High Rate of Mutational Events in SARS-CoV-2 Genomes across Brazilian Geographical Regions, February 2020 to June 2021

Round 1

Reviewer 1 Report

In Viruses Manuscript ID# viruses-1344495, Souza et al. performed a meta-analysis of SARS-CoV-2 sequence diversity in Brazil from the beginning of the pandemic through June 2021.  They utilized publicly sourced databases to retrieve complete genome sequence data from all five Brazilian geographical regions and performed a comparative sequence analysis.  This manuscript provides interesting SARS-CoV-2 genomic surveillance information for Brazil that can be used to help understand the distribution and emergence of unique viral variants in the global pandemic.

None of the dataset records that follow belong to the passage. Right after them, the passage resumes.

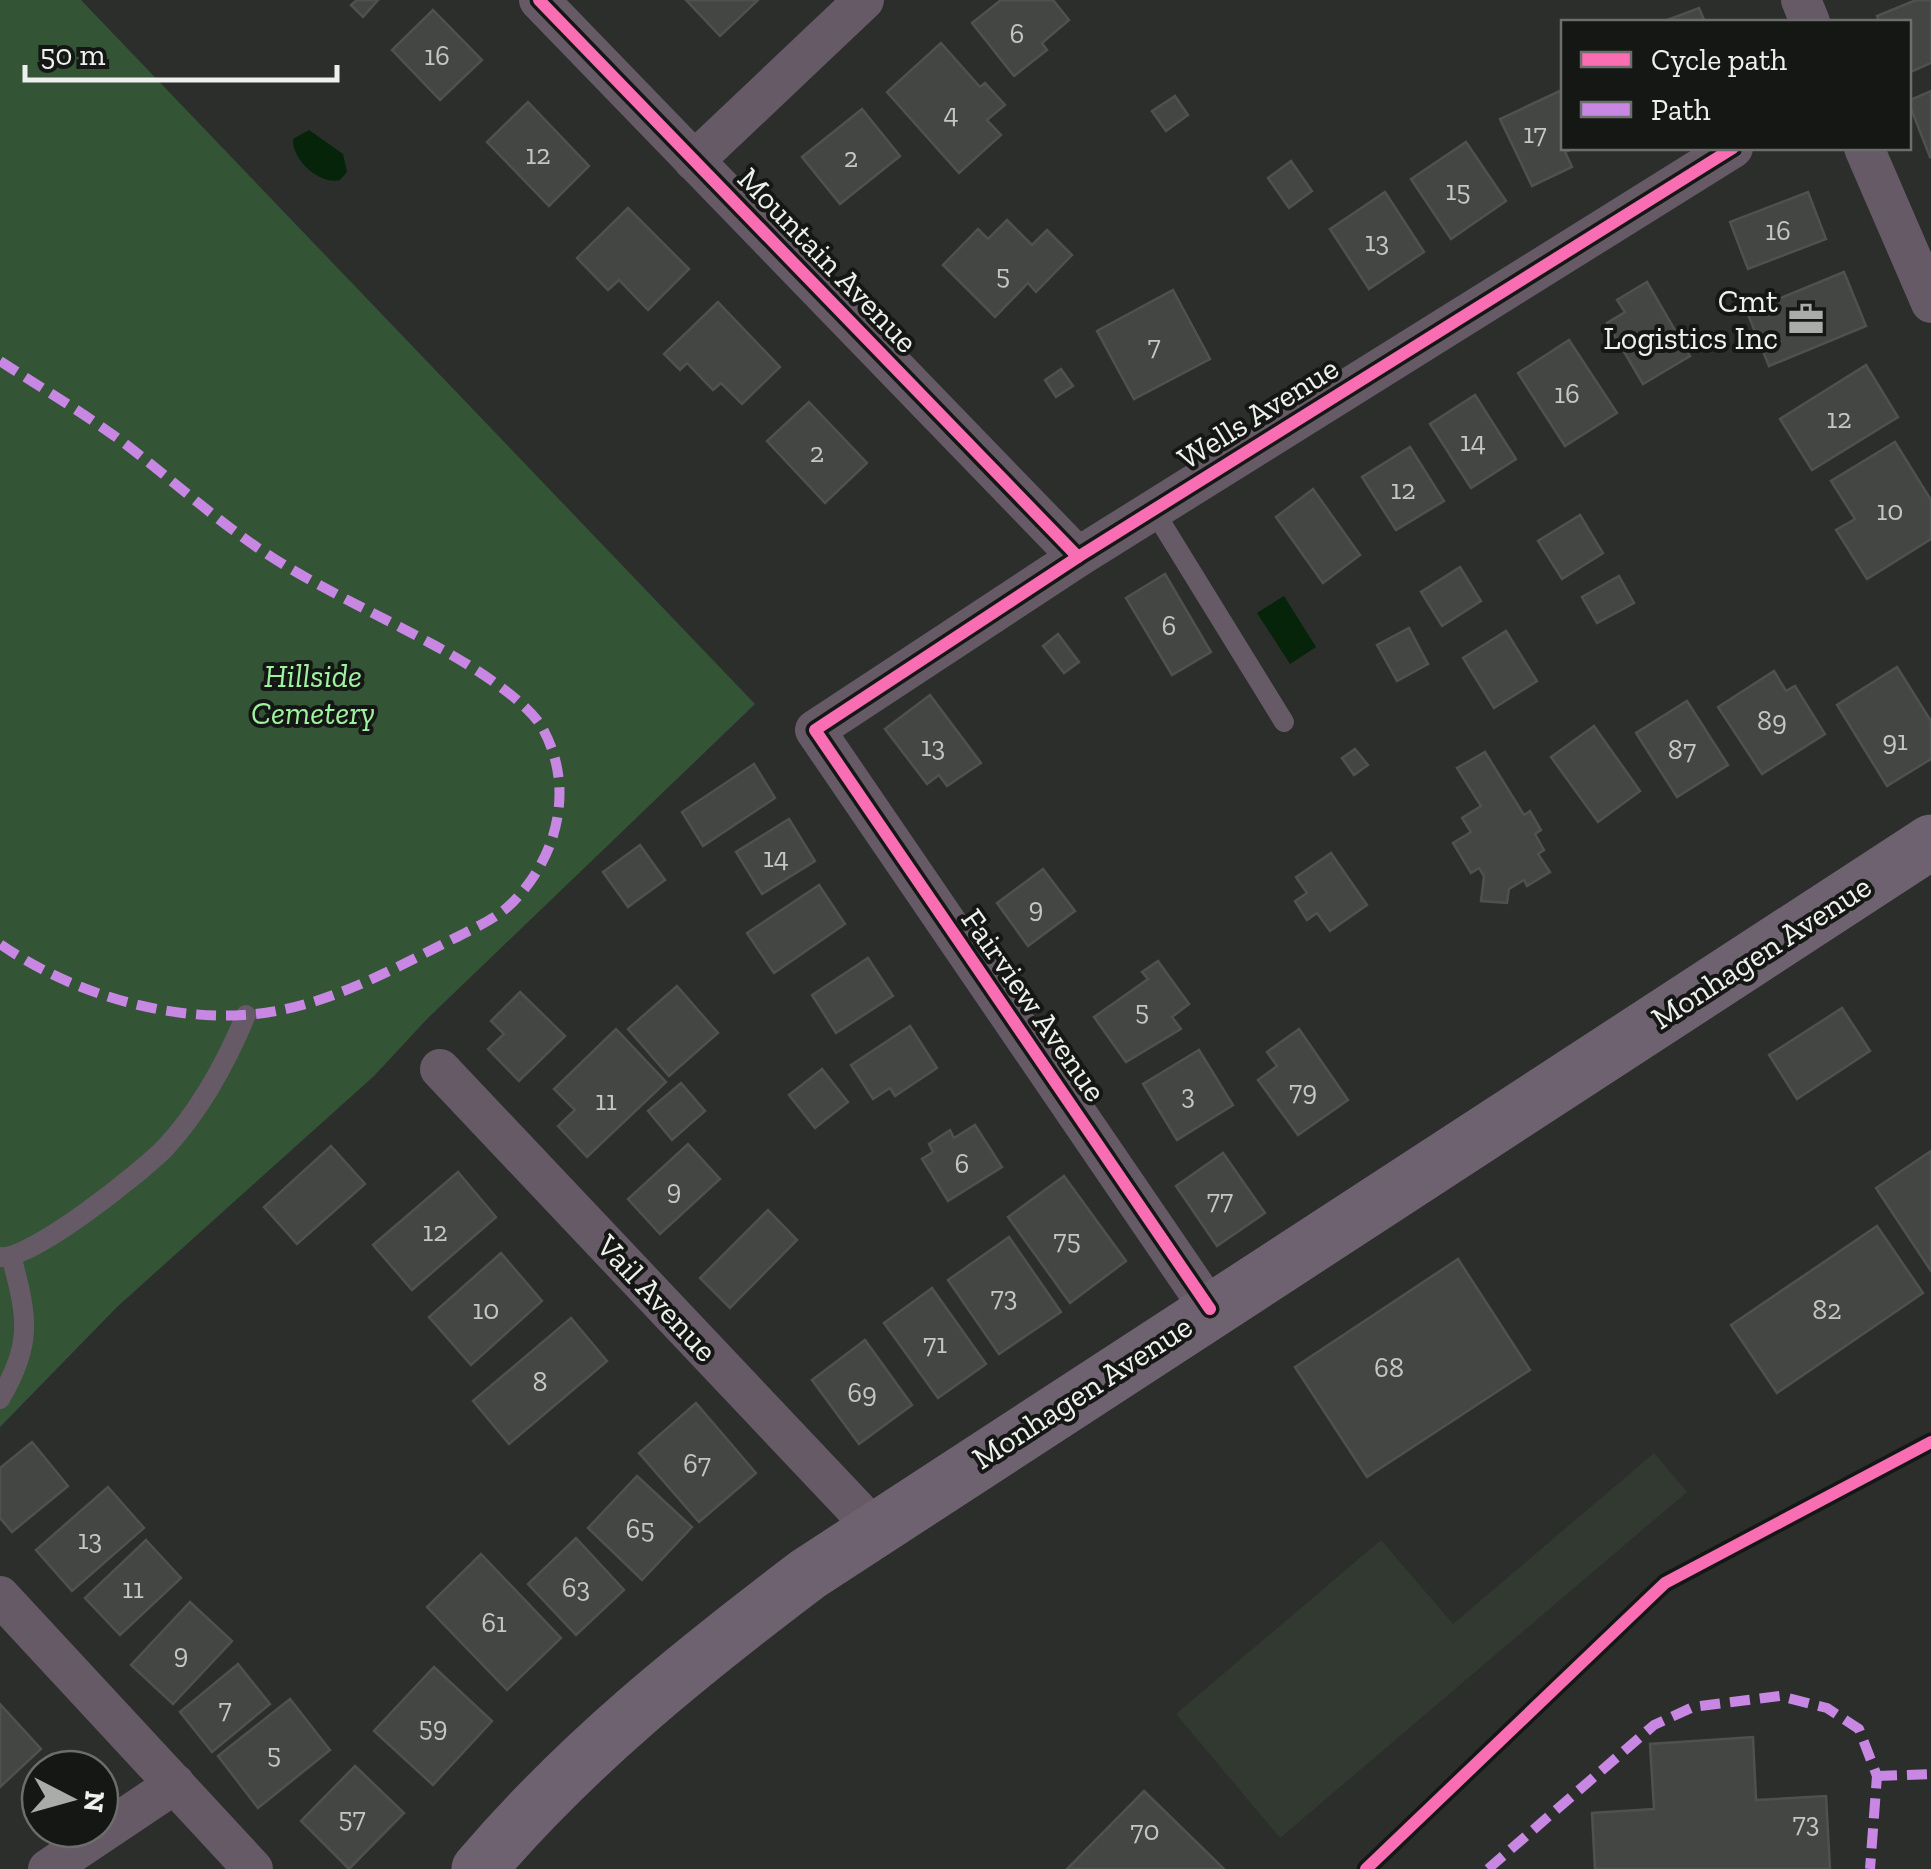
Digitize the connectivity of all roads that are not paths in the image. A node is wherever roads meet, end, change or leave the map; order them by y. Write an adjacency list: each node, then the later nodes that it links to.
1 (539, 0): 5 (street, Mountain Avenue)
2 (864, 0): 5 (street)
3 (1731, 150): 7 (street, Wells Avenue)
4 (1865, 150): 6 (street)
5 (694, 161): 8 (street, Mountain Avenue)
6 (1931, 303)
7 (1154, 511): 8 (street, Wells Avenue); 9 (lane)
8 (1078, 558): 10 (street, Wells Avenue)
9 (1284, 722)
10 (815, 730): 15 (street, Fairview Avenue)
11 (1931, 842): 15 (main road, Monhagen Avenue)
12 (246, 1016): 14 (lane)
13 (440, 1069): 17 (street, Vail Avenue)
14 (6, 1258): 16 (lane)
15 (1210, 1309): 17 (main road, Monhagen Avenue)
16 (0, 1399)
17 (874, 1528): 22 (main road, Monhagen Avenue)
18 (0, 1596): 19 (street)
19 (175, 1784): 20 (street); 21 (street)
20 (48, 1869)
21 (253, 1869)
22 (479, 1869)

The manuscript is well-written.  The figures provide an excellent display of the data, are clear and easy to interpret.  In addition to providing useful information about viral sequence divergence, the manuscript also presents interesting findings about the distribution of SARS-CoV-2 variants within the Brazilian population.  In particular, the striking emergence of the Gamma variant in Brazil is clearly presented.  This manuscript should be of significant interest to public health officials and epidemiologists monitoring the pandemic.  I have only 1 minor concern, listed below.  Once the authors have addressed that, I recommend acceptance of the manuscript for publication.

Minor Concern:

1. I’m confused by lines 161-163 and Fig 2: Is the last region supposed to be South, not Southeast?  And why is this significant enough to highlight here in the results.  There are many variants displayed in Fig 2, what makes this SNV (or these regions) the most significant?

Author Response

Please see the attachment

Author Response File: Author Response.pdf

Reviewer 2 Report

This is a descriptive study of the SNVs characteristics for high quality SARS-CoV-2 genomes from Brasil sequenced so far, and the comparison of potential “real” genetic diversity of the virus in several world regions depending on the relationship between the number of sequenced viruses and the number of lineages/variants detected.

SPECIFIC COMMENTS:

1. L72 and from here so on…the references in text do not match the reference list, check all the references.
2. L97 include reference for Minimap2 aligner
3. Figure 2 legend: I would substitute “founder variants in collected from…” for “ SNVs found in Brazilian SARS-CoV-2 high-coverage sequences on…”
4. Figure 4. it will be clarifying for the reader to add a panel with a map depicting Brasil’s regions and states.
5. Table S3 shold be simplified, perhaps by placing States in rows and lineages in columns, and then filling-up the corresponding squares when the lineage is present. Besides, you may want to include the region subdivision here as well.
6. Figure 5: for panel A, maybe the coloring by region will be more easy to follow, so it matches figure 4 subdivisions.
7. L360: “…genomes needed to detect a variant…”
8. L365-367: Rephrase to “In hotspot regions to emerging variants emphasis on vaccination is needed.”
9. L367-371: I recommend deleting these two last sentences.

 

MINOR POINTS:

10. Delete “Africa is emerging as a hotspot for new variants”
11. Transmembrane domain
12. L105: “…nextstrain platform…”
13. L112: Reference for Augur: 21?
14. L116: “…submitted to the GISAID database….”
15. L124: “…(i) to calculate an estimate….”
16. L276: specify G/L=genomes/lineages ratio
17. L284: “…placed India…”
18. L259: delete “for the authorss”
19. L326: “…mutation (62%) between…”
20. L152 “…sequenced regions…”
21. L187: “…tehe envelope…”
22. Table S1: “ΣG/n maximum?? Lineages”

Author Response

Please see the attachment

Author Response File: Author Response.pdf